## The task
How many lines in the entries below include the string "Salikram"? Answer with the number only.

Material for this task: Begin

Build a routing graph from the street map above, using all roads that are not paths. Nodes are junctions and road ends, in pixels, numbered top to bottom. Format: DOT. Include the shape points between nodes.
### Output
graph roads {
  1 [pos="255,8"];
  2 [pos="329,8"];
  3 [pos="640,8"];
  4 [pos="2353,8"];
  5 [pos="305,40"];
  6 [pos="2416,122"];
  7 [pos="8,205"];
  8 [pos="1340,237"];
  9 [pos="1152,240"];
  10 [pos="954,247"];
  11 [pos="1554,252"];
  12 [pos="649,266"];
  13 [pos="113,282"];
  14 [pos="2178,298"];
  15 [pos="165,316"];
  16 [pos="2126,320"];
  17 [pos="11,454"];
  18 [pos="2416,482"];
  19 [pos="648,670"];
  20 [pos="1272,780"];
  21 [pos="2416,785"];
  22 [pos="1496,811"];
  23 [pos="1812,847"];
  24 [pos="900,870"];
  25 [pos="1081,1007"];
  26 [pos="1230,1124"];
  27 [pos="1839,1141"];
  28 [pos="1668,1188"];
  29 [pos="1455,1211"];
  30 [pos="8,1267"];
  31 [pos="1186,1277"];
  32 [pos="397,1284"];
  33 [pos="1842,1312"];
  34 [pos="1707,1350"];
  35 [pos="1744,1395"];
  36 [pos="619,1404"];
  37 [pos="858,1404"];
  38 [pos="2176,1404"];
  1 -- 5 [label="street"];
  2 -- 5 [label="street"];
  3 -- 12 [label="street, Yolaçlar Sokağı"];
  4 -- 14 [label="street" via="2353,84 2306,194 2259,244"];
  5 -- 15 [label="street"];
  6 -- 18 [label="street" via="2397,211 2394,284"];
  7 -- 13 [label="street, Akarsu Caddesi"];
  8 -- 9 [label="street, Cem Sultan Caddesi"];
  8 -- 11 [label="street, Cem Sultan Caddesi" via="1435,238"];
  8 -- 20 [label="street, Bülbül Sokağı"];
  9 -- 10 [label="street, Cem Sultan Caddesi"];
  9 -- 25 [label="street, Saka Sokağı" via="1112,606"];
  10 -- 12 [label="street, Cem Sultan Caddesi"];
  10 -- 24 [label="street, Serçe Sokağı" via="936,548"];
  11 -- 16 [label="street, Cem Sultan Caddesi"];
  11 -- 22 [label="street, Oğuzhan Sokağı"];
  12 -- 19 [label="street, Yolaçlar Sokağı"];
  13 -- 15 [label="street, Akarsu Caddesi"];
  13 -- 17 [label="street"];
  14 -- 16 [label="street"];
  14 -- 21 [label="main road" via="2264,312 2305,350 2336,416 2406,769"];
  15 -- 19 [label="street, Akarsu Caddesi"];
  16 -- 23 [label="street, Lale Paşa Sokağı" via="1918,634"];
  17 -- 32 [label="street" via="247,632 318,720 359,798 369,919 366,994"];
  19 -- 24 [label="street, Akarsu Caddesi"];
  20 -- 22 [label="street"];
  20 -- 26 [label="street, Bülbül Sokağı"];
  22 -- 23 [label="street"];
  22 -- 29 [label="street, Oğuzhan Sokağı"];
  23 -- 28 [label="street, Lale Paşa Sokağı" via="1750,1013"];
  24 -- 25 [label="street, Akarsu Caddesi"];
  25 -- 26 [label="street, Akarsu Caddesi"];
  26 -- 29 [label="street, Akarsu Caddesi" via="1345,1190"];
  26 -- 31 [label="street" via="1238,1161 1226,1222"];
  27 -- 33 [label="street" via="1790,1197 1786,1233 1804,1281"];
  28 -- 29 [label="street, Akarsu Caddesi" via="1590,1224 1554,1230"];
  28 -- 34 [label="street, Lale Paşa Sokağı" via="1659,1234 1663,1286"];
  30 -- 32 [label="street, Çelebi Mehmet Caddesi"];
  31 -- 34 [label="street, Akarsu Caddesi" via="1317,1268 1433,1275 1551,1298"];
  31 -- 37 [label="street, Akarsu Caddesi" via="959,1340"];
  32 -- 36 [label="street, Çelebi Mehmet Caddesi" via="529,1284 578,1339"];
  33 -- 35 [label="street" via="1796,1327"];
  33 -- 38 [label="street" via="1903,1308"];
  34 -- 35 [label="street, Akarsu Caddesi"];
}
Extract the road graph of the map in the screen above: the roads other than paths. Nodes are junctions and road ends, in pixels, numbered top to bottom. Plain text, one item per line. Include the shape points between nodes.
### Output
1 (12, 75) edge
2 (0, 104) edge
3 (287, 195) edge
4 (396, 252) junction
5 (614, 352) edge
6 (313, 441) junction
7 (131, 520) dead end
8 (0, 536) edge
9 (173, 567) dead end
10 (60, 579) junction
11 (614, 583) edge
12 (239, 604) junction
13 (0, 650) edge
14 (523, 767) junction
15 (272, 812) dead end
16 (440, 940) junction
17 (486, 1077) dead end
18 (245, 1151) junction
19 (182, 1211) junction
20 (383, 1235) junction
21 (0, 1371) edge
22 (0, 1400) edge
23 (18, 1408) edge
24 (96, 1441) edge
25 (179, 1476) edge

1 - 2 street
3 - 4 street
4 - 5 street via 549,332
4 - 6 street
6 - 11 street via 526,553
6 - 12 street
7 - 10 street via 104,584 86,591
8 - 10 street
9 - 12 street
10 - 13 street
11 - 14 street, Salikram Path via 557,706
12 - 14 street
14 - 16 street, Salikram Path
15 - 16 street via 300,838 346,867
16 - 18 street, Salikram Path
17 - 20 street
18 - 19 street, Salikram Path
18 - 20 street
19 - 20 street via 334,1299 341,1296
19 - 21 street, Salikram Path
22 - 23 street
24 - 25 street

Material for this task: End

## Output of the exercise
5